YOUR ASSIGNMENT: Say how many lines in the entries below have the word "roads" in them, giving only the number.

(INPUT RECORDS)

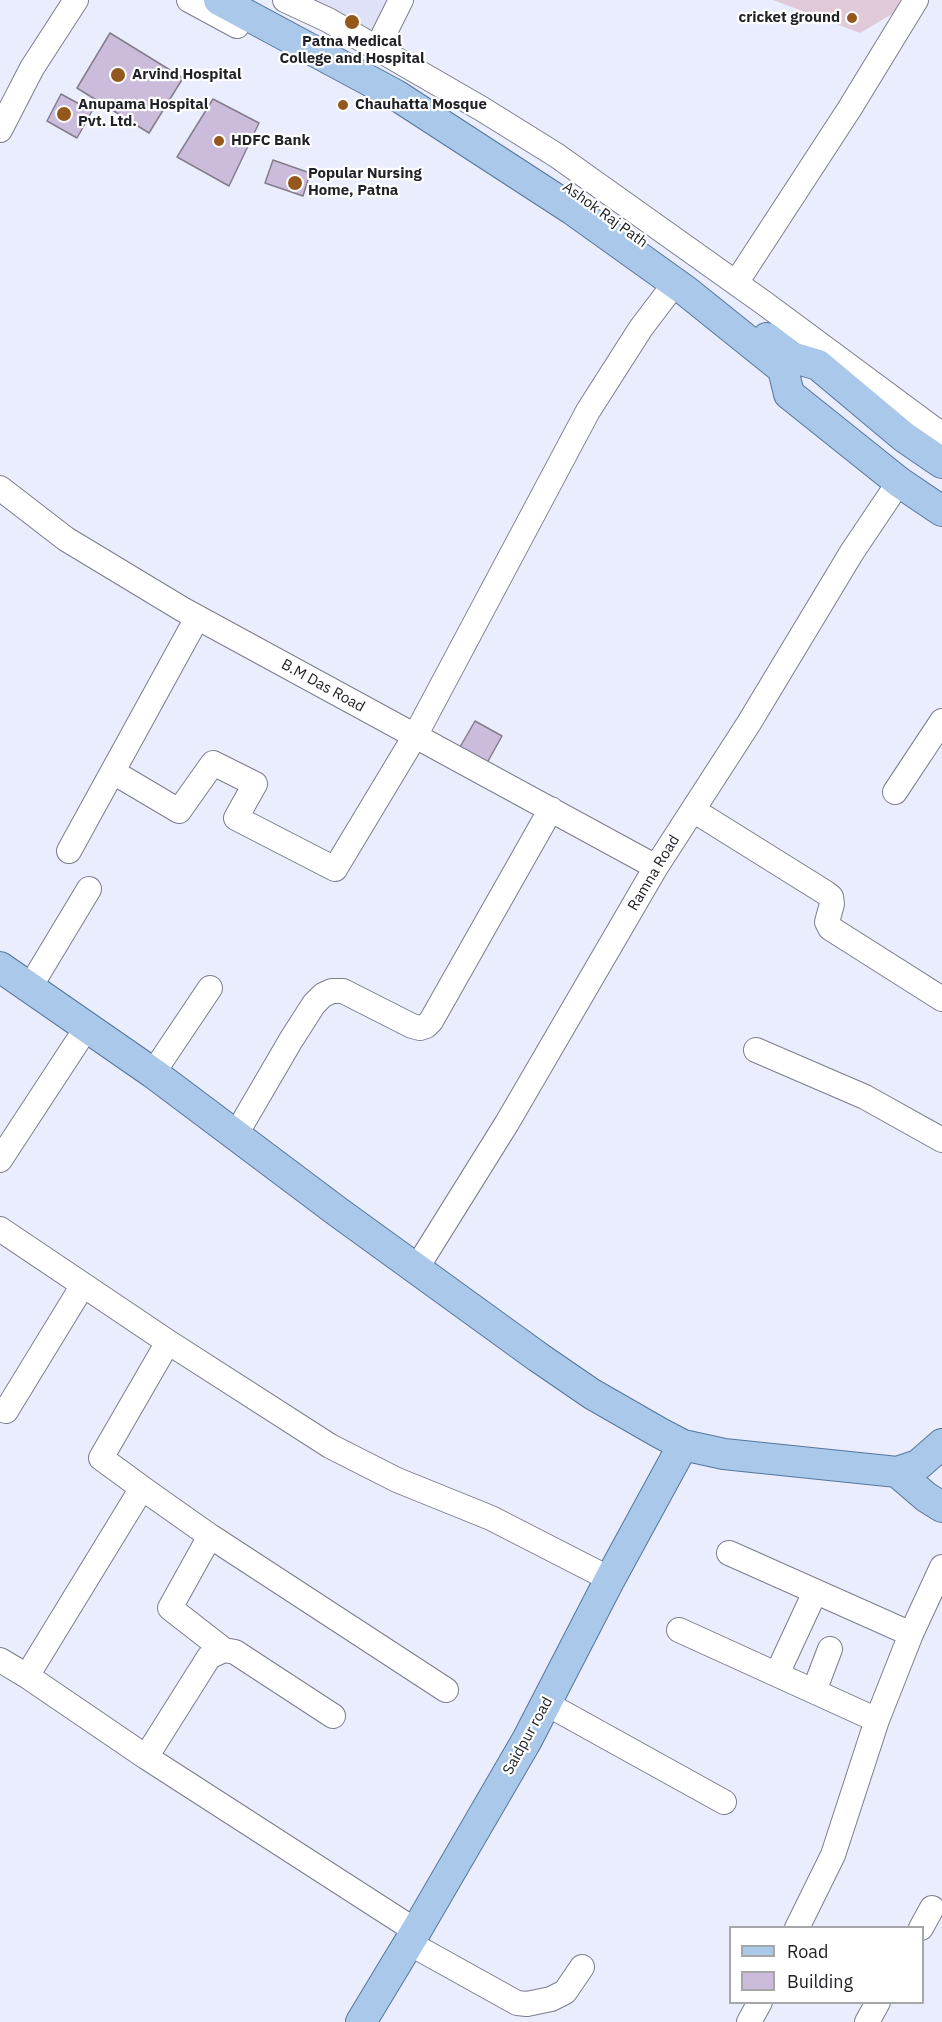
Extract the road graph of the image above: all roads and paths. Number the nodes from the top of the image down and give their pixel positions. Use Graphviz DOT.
graph roads {
  1 [pos="76,0"];
  2 [pos="189,0"];
  3 [pos="219,0"];
  4 [pos="244,0"];
  5 [pos="285,0"];
  6 [pos="401,0"];
  7 [pos="916,0"];
  8 [pos="377,48"];
  9 [pos="0,130"];
  10 [pos="736,283"];
  11 [pos="666,295"];
  12 [pos="789,394"];
  13 [pos="941,431"];
  14 [pos="942,463"];
  15 [pos="899,482"];
  16 [pos="0,488"];
  17 [pos="942,511"];
  18 [pos="197,618"];
  19 [pos="942,721"];
  20 [pos="415,736"];
  21 [pos="113,772"];
  22 [pos="895,792"];
  23 [pos="551,809"];
  24 [pos="693,810"];
  25 [pos="69,851"];
  26 [pos="656,867"];
  27 [pos="89,889"];
  28 [pos="0,967"];
  29 [pos="30,987"];
  30 [pos="210,988"];
  31 [pos="942,999"];
  32 [pos="87,1027"];
  33 [pos="756,1050"];
  34 [pos="153,1073"];
  35 [pos="235,1136"];
  36 [pos="942,1140"];
  37 [pos="0,1160"];
  38 [pos="0,1229"];
  39 [pos="416,1269"];
  40 [pos="83,1285"];
  41 [pos="168,1342"];
  42 [pos="6,1411"];
  43 [pos="684,1444"];
  44 [pos="942,1444"];
  45 [pos="897,1472"];
  46 [pos="142,1488"];
  47 [pos="942,1507"];
  48 [pos="210,1536"];
  49 [pos="729,1553"];
  50 [pos="942,1568"];
  51 [pos="610,1579"];
  52 [pos="816,1592"];
  53 [pos="679,1630"];
  54 [pos="911,1634"];
  55 [pos="830,1649"];
  56 [pos="224,1650"];
  57 [pos="0,1660"];
  58 [pos="777,1674"];
  59 [pos="27,1676"];
  60 [pos="446,1690"];
  61 [pos="814,1691"];
  62 [pos="547,1704"];
  63 [pos="333,1716"];
  64 [pos="877,1720"];
  65 [pos="146,1757"];
  66 [pos="724,1802"];
  67 [pos="798,1926"];
  68 [pos="413,1937"];
  69 [pos="582,1967"];
  70 [pos="759,2004"];
  71 [pos="877,2004"];
  72 [pos="361,2022"];
  73 [pos="749,2022"];
  74 [pos="867,2022"];
  1 -- 9 [label="street"];
  2 -- 11 [label="street, Ashok Raj Path"];
  3 -- 12 [label="main road, Ashok Raj Path"];
  4 -- 14 [label="main road, Ashok Raj Path"];
  5 -- 8 [label="street"];
  6 -- 8 [label="street"];
  7 -- 10 [label="street"];
  8 -- 10 [label="street"];
  10 -- 13 [label="street"];
  11 -- 12 [label="street, Ashok Raj Path"];
  11 -- 20 [label="street"];
  12 -- 15 [label="main road, Ashok Raj Path"];
  15 -- 17 [label="main road, Ashok Raj Path"];
  15 -- 24 [label="street, Ramna Road"];
  16 -- 18 [label="street, B.M Das Road"];
  18 -- 20 [label="street, B.M Das Road"];
  18 -- 21 [label="street"];
  19 -- 22 [label="street"];
  20 -- 21 [label="street"];
  20 -- 23 [label="street, B.M Das Road"];
  21 -- 25 [label="street"];
  23 -- 26 [label="street, B.M Das Road"];
  23 -- 35 [label="street"];
  24 -- 26 [label="street, Ramna Road"];
  24 -- 31 [label="street"];
  26 -- 39 [label="street, Ramna Road"];
  27 -- 29 [label="street"];
  28 -- 29 [label="main road"];
  29 -- 32 [label="main road"];
  30 -- 34 [label="street"];
  32 -- 34 [label="main road"];
  32 -- 37 [label="street"];
  33 -- 36 [label="street"];
  34 -- 35 [label="main road"];
  35 -- 39 [label="main road"];
  38 -- 40 [label="street"];
  39 -- 43 [label="main road"];
  40 -- 41 [label="street"];
  40 -- 42 [label="street"];
  41 -- 46 [label="street"];
  41 -- 51 [label="street"];
  43 -- 45 [label="main road"];
  43 -- 51 [label="main road, Saidpur road"];
  44 -- 45 [label="main road"];
  45 -- 47 [label="main road"];
  46 -- 48 [label="street"];
  46 -- 59 [label="street"];
  48 -- 56 [label="street"];
  48 -- 60 [label="street"];
  49 -- 52 [label="street"];
  50 -- 54 [label="street"];
  51 -- 62 [label="main road, Saidpur road"];
  52 -- 54 [label="street"];
  52 -- 58 [label="street"];
  53 -- 58 [label="street"];
  54 -- 64 [label="street"];
  55 -- 61 [label="street"];
  56 -- 63 [label="street"];
  56 -- 65 [label="street"];
  57 -- 59 [label="street"];
  58 -- 61 [label="street"];
  59 -- 65 [label="street"];
  61 -- 64 [label="street"];
  62 -- 66 [label="street"];
  62 -- 68 [label="main road, Saidpur road"];
  64 -- 67 [label="street"];
  65 -- 68 [label="street"];
  68 -- 69 [label="street"];
  68 -- 72 [label="main road, Saidpur road"];
  70 -- 73 [label="street"];
  71 -- 74 [label="street"];
}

(End INPUT RECORDS)

OUTPUT OF THE TASK: 2